• **Entries supplied**
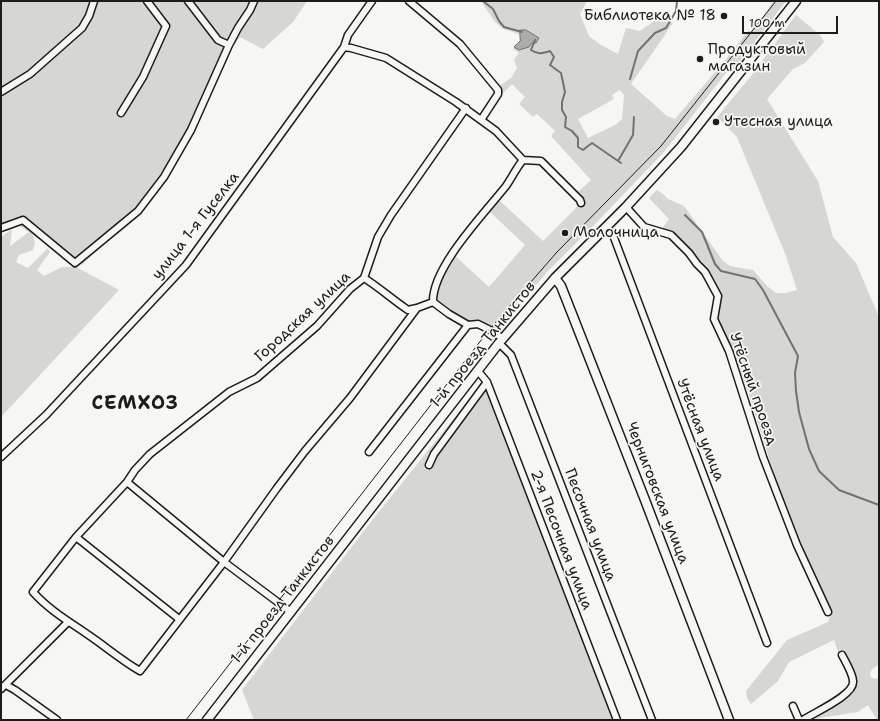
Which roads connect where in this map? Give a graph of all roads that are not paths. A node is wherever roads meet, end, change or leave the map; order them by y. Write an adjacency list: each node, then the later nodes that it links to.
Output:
1 (94, 1): 10 (street)
2 (147, 1): 12 (street)
3 (188, 1): 8 (street)
4 (254, 1): 8 (street)
5 (372, 1): 9 (street, улица 1-я Гуселка)
6 (409, 1): 13 (street)
7 (796, 1): 16 (main road, 1-й проезд Танкистов)
8 (229, 45): 18 (street)
9 (344, 47): 11 (street); 28 (street, улица 1-я Гуселка)
10 (1, 92)
11 (466, 108): 13 (street); 19 (street, Городская улица)
12 (121, 113)
13 (481, 120): 14 (street)
14 (523, 160): 15 (street); 21 (street)
15 (581, 203)
16 (626, 207): 17 (main road, 1-й проезд Танкистов); 34 (street, Утёсный проезд)
17 (606, 227): 20 (main road, 1-й проезд Танкистов); 37 (street, Утёсная улица)
18 (1, 228)
19 (364, 278): 22 (street); 30 (street, Городская улица)
20 (555, 278): 24 (main road, 1-й проезд Танкистов); 45 (main road, Черниговская улица)
21 (433, 302): 22 (street); 23 (street, Песочная улица)
22 (417, 308): 32 (street, Городская улица)
23 (468, 325): 24 (street, Песочная улица); 27 (street)
24 (501, 341): 25 (main road, 1-й проезд Танкистов); 44 (street, Песочная улица)
25 (478, 372): 26 (street, 2-я Песочная улица); 33 (main road, 1-й проезд Танкистов)
26 (487, 382): 29 (street); 43 (street, 2-я Песочная улица)
27 (369, 452)
28 (1, 457)
29 (429, 465)
30 (127, 482): 31 (street, Городская улица); 32 (street)
31 (76, 537): 35 (street); 36 (street, Городская улица)
32 (224, 562): 33 (street); 35 (street, Городская улица)
33 (291, 612): 42 (main road, 1-й проезд Танкистов)
34 (828, 612)
35 (179, 619): 36 (street, Городская улица)
36 (68, 622): 39 (street)
37 (767, 643)
38 (842, 655): 47 (street)
39 (3, 687): 41 (street)
40 (793, 706): 46 (street)
41 (57, 720)
42 (207, 720)
43 (617, 720)
44 (652, 720)
45 (729, 720)
46 (799, 720)
47 (803, 720)

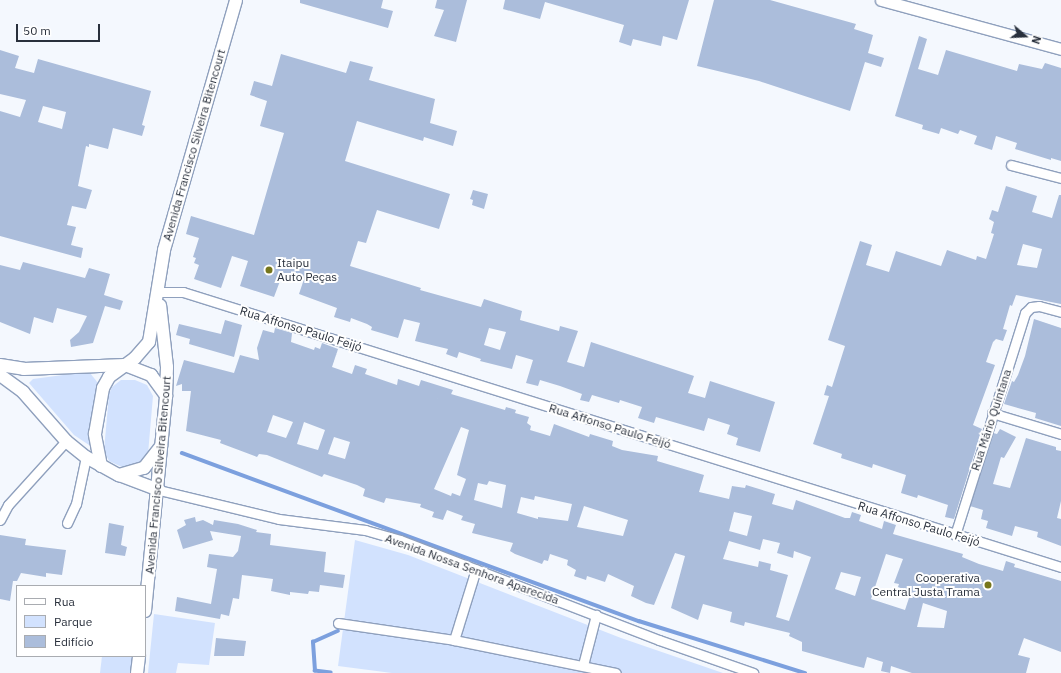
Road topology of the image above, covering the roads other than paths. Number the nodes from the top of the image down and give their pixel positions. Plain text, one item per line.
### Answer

• **Goal of the exercise**
Leave out the pictures and print each record exactly as it stands.

• **Result**
Which roads connect where in this map? Give a graph of all roads that are not paths. A node is wherever roads meet, end, change or leave the map; order them by y. Write an adjacency list: each node, then the later nodes that it links to.
Output:
1 (94, 1): 10 (street)
2 (147, 1): 12 (street)
3 (188, 1): 8 (street)
4 (254, 1): 8 (street)
5 (372, 1): 9 (street, улица 1-я Гуселка)
6 (409, 1): 13 (street)
7 (796, 1): 16 (main road, 1-й проезд Танкистов)
8 (229, 45): 18 (street)
9 (344, 47): 11 (street); 28 (street, улица 1-я Гуселка)
10 (1, 92)
11 (466, 108): 13 (street); 19 (street, Городская улица)
12 (121, 113)
13 (481, 120): 14 (street)
14 (523, 160): 15 (street); 21 (street)
15 (581, 203)
16 (626, 207): 17 (main road, 1-й проезд Танкистов); 34 (street, Утёсный проезд)
17 (606, 227): 20 (main road, 1-й проезд Танкистов); 37 (street, Утёсная улица)
18 (1, 228)
19 (364, 278): 22 (street); 30 (street, Городская улица)
20 (555, 278): 24 (main road, 1-й проезд Танкистов); 45 (main road, Черниговская улица)
21 (433, 302): 22 (street); 23 (street, Песочная улица)
22 (417, 308): 32 (street, Городская улица)
23 (468, 325): 24 (street, Песочная улица); 27 (street)
24 (501, 341): 25 (main road, 1-й проезд Танкистов); 44 (street, Песочная улица)
25 (478, 372): 26 (street, 2-я Песочная улица); 33 (main road, 1-й проезд Танкистов)
26 (487, 382): 29 (street); 43 (street, 2-я Песочная улица)
27 (369, 452)
28 (1, 457)
29 (429, 465)
30 (127, 482): 31 (street, Городская улица); 32 (street)
31 (76, 537): 35 (street); 36 (street, Городская улица)
32 (224, 562): 33 (street); 35 (street, Городская улица)
33 (291, 612): 42 (main road, 1-й проезд Танкистов)
34 (828, 612)
35 (179, 619): 36 (street, Городская улица)
36 (68, 622): 39 (street)
37 (767, 643)
38 (842, 655): 47 (street)
39 (3, 687): 41 (street)
40 (793, 706): 46 (street)
41 (57, 720)
42 (207, 720)
43 (617, 720)
44 (652, 720)
45 (729, 720)
46 (799, 720)
47 (803, 720)

Road topology of the image above, covering the roads other than paths. Number the nodes from the top of the image down and give their pixel positions. Plain text, one item per line.
### Answer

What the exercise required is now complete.